Print the data once more, exactly as given. Drop the pictures.

=== Given records ===

★ ★ ★ ★

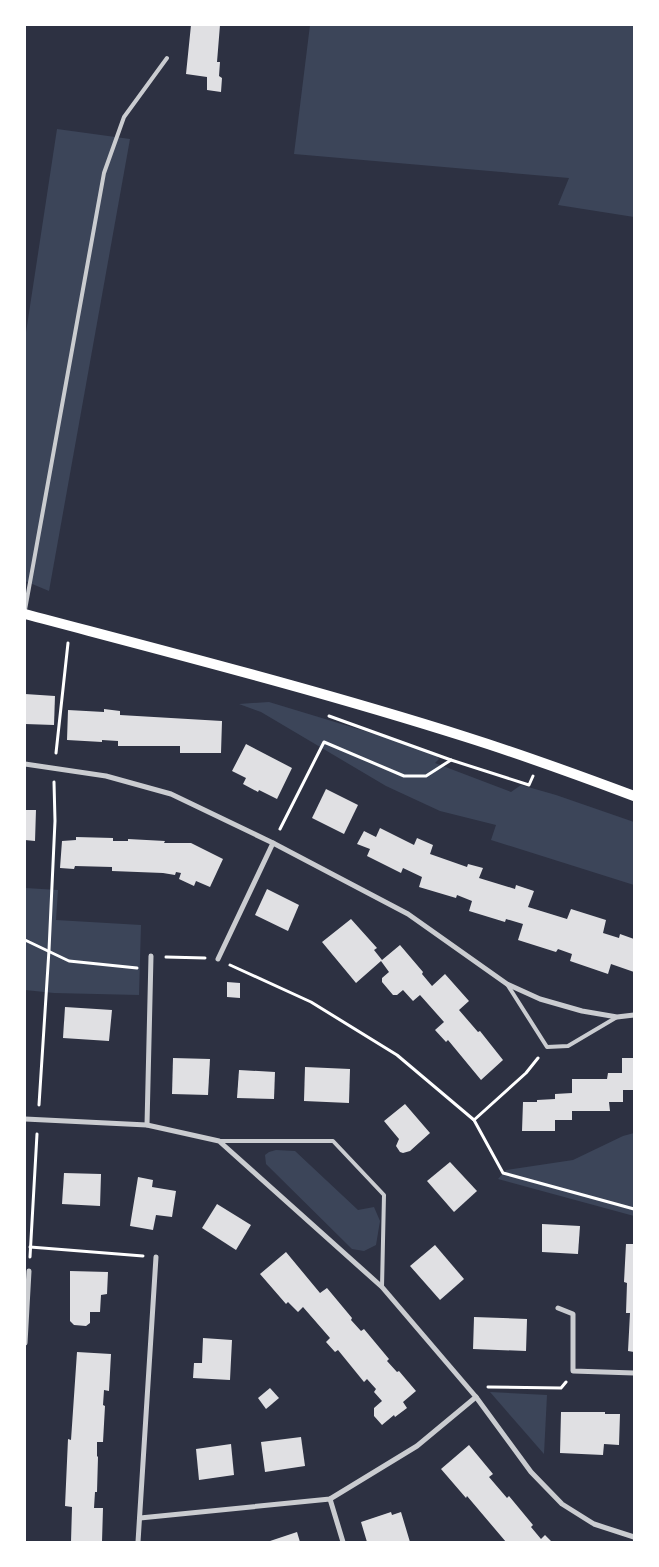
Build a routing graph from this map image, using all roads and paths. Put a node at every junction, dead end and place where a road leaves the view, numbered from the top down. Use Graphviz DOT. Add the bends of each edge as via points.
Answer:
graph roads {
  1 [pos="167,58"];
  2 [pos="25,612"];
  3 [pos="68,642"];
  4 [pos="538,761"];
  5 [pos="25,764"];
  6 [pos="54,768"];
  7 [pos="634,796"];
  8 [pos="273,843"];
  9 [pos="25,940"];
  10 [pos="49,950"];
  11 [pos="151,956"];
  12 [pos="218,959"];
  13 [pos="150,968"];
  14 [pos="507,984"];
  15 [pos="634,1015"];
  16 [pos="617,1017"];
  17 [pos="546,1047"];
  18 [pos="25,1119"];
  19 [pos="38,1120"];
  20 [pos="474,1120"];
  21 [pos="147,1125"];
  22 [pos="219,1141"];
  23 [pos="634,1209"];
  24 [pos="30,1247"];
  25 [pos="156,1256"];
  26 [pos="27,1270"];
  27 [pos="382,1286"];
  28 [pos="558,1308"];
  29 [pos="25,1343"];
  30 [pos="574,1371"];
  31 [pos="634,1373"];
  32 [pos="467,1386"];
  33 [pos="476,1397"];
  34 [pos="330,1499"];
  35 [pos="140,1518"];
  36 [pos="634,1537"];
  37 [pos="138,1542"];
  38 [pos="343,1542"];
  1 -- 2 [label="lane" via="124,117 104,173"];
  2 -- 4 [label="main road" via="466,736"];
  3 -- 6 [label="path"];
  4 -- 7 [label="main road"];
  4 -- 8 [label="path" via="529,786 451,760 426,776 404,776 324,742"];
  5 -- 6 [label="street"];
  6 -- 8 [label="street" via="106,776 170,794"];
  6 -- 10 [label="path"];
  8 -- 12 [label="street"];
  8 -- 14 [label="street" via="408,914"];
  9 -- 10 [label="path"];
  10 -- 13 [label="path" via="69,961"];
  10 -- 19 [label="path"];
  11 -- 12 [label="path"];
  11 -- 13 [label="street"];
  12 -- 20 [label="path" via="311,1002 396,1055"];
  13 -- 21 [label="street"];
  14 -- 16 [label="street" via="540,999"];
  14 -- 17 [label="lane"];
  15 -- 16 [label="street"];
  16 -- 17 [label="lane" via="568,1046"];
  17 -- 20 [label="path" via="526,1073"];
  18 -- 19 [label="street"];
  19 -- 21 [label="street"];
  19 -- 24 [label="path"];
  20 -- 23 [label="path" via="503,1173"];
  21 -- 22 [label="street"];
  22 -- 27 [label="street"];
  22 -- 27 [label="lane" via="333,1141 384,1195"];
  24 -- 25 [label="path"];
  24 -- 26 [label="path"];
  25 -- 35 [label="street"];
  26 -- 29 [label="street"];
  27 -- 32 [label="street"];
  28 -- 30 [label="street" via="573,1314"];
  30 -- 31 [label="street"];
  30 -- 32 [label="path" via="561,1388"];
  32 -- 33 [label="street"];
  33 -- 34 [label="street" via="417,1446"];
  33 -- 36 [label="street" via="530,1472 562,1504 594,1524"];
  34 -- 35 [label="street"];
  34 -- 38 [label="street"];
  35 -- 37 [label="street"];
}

★ ★ ★ ★

=== Answer to this problem ===
Build a routing graph from this map image, using all roads and paths. Put a node at every junction, dead end and place where a road leaves the view, numbered from the top down. Use Graphviz DOT. Add the bends of each edge as via points.
Answer:
graph roads {
  1 [pos="167,58"];
  2 [pos="25,612"];
  3 [pos="68,642"];
  4 [pos="538,761"];
  5 [pos="25,764"];
  6 [pos="54,768"];
  7 [pos="634,796"];
  8 [pos="273,843"];
  9 [pos="25,940"];
  10 [pos="49,950"];
  11 [pos="151,956"];
  12 [pos="218,959"];
  13 [pos="150,968"];
  14 [pos="507,984"];
  15 [pos="634,1015"];
  16 [pos="617,1017"];
  17 [pos="546,1047"];
  18 [pos="25,1119"];
  19 [pos="38,1120"];
  20 [pos="474,1120"];
  21 [pos="147,1125"];
  22 [pos="219,1141"];
  23 [pos="634,1209"];
  24 [pos="30,1247"];
  25 [pos="156,1256"];
  26 [pos="27,1270"];
  27 [pos="382,1286"];
  28 [pos="558,1308"];
  29 [pos="25,1343"];
  30 [pos="574,1371"];
  31 [pos="634,1373"];
  32 [pos="467,1386"];
  33 [pos="476,1397"];
  34 [pos="330,1499"];
  35 [pos="140,1518"];
  36 [pos="634,1537"];
  37 [pos="138,1542"];
  38 [pos="343,1542"];
  1 -- 2 [label="lane" via="124,117 104,173"];
  2 -- 4 [label="main road" via="466,736"];
  3 -- 6 [label="path"];
  4 -- 7 [label="main road"];
  4 -- 8 [label="path" via="529,786 451,760 426,776 404,776 324,742"];
  5 -- 6 [label="street"];
  6 -- 8 [label="street" via="106,776 170,794"];
  6 -- 10 [label="path"];
  8 -- 12 [label="street"];
  8 -- 14 [label="street" via="408,914"];
  9 -- 10 [label="path"];
  10 -- 13 [label="path" via="69,961"];
  10 -- 19 [label="path"];
  11 -- 12 [label="path"];
  11 -- 13 [label="street"];
  12 -- 20 [label="path" via="311,1002 396,1055"];
  13 -- 21 [label="street"];
  14 -- 16 [label="street" via="540,999"];
  14 -- 17 [label="lane"];
  15 -- 16 [label="street"];
  16 -- 17 [label="lane" via="568,1046"];
  17 -- 20 [label="path" via="526,1073"];
  18 -- 19 [label="street"];
  19 -- 21 [label="street"];
  19 -- 24 [label="path"];
  20 -- 23 [label="path" via="503,1173"];
  21 -- 22 [label="street"];
  22 -- 27 [label="street"];
  22 -- 27 [label="lane" via="333,1141 384,1195"];
  24 -- 25 [label="path"];
  24 -- 26 [label="path"];
  25 -- 35 [label="street"];
  26 -- 29 [label="street"];
  27 -- 32 [label="street"];
  28 -- 30 [label="street" via="573,1314"];
  30 -- 31 [label="street"];
  30 -- 32 [label="path" via="561,1388"];
  32 -- 33 [label="street"];
  33 -- 34 [label="street" via="417,1446"];
  33 -- 36 [label="street" via="530,1472 562,1504 594,1524"];
  34 -- 35 [label="street"];
  34 -- 38 [label="street"];
  35 -- 37 [label="street"];
}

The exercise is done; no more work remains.